__Task to carry out__.
Gather up every line from the entries below that uses the word "edges".

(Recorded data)
________

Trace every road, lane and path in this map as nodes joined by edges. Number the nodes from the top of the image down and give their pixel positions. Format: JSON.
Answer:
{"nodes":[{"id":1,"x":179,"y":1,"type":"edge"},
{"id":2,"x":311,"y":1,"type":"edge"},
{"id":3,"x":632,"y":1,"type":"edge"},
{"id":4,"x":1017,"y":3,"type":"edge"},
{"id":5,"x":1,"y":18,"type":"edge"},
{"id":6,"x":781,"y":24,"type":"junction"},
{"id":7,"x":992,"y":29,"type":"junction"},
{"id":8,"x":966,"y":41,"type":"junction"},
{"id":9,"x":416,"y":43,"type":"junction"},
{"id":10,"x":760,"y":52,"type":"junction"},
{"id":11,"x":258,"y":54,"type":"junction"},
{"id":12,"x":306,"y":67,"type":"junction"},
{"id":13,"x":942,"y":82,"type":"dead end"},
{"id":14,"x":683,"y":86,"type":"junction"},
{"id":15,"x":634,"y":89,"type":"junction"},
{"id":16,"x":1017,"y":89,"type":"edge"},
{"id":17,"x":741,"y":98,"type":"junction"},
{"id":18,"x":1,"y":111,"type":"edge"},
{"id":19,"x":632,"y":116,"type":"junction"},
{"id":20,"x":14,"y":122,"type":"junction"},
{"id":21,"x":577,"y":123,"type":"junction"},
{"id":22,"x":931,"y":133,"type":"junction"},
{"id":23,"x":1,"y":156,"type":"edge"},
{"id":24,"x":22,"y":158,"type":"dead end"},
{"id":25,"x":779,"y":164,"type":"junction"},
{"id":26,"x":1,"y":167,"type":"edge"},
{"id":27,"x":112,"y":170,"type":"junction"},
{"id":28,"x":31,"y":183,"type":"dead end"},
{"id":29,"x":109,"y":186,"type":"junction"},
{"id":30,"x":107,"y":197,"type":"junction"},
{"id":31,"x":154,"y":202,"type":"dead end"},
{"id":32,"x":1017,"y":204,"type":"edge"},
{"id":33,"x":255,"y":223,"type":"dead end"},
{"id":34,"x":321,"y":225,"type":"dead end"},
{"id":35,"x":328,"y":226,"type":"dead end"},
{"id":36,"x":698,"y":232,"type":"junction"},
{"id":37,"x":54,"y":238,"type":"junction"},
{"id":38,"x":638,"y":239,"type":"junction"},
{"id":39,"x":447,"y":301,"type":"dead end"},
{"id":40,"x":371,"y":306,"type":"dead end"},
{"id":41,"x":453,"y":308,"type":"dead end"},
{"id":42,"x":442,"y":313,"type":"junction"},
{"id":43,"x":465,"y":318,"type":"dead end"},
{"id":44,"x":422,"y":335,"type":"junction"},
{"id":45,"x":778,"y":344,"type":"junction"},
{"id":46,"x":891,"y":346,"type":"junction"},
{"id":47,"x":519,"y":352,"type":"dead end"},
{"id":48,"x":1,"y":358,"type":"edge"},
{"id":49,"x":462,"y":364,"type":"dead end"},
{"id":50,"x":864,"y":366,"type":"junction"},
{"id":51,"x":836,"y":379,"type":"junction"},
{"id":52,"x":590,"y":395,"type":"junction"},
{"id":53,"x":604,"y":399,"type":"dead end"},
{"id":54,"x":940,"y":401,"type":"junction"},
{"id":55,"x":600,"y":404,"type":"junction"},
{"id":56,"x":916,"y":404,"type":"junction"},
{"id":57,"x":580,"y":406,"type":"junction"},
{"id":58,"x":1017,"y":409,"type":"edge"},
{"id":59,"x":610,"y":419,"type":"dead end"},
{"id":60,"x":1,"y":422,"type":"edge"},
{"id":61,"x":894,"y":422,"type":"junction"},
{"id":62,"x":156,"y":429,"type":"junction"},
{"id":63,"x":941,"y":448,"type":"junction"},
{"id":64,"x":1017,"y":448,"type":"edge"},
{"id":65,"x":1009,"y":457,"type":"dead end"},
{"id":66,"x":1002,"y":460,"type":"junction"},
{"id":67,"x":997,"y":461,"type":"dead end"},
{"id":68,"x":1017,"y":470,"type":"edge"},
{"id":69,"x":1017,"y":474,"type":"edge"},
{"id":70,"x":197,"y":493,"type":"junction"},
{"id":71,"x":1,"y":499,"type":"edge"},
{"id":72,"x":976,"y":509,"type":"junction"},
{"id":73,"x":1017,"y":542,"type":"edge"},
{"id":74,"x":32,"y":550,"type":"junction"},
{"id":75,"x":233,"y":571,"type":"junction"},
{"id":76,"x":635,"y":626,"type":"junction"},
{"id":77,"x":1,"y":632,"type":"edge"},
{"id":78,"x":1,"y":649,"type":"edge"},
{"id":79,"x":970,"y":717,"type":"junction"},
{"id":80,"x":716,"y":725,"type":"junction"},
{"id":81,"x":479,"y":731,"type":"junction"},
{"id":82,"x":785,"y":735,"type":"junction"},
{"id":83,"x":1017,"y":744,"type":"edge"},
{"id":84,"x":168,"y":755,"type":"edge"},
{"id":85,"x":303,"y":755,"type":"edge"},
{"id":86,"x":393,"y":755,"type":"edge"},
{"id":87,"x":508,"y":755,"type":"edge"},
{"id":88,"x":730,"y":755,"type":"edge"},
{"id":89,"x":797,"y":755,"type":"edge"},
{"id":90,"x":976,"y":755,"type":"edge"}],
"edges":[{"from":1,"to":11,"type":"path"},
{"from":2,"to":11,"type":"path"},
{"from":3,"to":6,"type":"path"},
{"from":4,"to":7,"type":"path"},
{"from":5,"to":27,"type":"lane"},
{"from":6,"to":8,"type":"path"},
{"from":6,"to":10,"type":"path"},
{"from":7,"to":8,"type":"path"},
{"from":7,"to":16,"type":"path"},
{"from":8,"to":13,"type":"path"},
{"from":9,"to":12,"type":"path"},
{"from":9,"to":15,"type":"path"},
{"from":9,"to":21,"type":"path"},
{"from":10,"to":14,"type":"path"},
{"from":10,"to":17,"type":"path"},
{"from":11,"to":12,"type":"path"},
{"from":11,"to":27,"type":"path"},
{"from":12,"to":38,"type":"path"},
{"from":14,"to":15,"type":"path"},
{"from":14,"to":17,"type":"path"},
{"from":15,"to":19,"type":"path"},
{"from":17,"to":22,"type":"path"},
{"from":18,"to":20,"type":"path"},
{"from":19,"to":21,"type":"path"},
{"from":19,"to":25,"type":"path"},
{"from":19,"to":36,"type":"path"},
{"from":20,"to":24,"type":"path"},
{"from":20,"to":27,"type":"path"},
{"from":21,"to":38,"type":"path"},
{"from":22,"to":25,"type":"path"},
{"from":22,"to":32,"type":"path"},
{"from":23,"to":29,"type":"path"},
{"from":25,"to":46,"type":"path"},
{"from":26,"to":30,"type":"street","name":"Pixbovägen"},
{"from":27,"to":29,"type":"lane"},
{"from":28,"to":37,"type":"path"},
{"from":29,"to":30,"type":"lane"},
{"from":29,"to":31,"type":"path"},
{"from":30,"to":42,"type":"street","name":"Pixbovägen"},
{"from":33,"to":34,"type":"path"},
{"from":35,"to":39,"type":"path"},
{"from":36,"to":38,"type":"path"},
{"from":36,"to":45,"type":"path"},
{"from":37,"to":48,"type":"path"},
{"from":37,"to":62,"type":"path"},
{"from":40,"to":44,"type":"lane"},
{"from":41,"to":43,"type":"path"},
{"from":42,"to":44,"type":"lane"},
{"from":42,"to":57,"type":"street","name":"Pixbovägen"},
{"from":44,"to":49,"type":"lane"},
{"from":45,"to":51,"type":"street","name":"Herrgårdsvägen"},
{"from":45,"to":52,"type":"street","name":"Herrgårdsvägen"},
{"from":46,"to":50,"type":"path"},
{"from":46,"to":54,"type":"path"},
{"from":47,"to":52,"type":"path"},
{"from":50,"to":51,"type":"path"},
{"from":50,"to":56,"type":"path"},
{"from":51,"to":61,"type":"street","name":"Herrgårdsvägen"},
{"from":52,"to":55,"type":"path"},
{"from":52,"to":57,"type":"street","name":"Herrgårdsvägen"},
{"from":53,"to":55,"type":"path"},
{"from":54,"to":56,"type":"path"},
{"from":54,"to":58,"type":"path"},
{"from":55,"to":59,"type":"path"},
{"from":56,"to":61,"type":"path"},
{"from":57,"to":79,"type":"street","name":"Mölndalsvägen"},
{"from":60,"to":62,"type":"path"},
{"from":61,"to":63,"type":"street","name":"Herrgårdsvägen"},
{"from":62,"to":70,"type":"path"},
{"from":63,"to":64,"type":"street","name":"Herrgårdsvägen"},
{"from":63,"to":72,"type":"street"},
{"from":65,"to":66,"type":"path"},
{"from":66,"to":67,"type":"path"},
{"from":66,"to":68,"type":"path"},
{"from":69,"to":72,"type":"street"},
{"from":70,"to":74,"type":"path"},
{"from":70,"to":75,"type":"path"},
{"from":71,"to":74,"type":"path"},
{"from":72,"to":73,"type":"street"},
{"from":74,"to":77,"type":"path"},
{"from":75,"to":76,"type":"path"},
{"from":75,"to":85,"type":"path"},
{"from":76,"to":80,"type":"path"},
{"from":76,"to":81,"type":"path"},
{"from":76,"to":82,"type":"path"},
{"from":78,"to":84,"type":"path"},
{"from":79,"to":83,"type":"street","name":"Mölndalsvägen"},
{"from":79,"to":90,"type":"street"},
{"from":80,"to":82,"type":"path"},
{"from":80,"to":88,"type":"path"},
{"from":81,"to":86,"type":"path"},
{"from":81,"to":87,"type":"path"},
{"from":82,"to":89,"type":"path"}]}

________

__Exercise result__.
Trace every road, lane and path in this map as nodes joined by edges. Number the nodes from the top of the image down and give their pixel positions. Format: JSON.
"edges":[{"from":1,"to":11,"type":"path"},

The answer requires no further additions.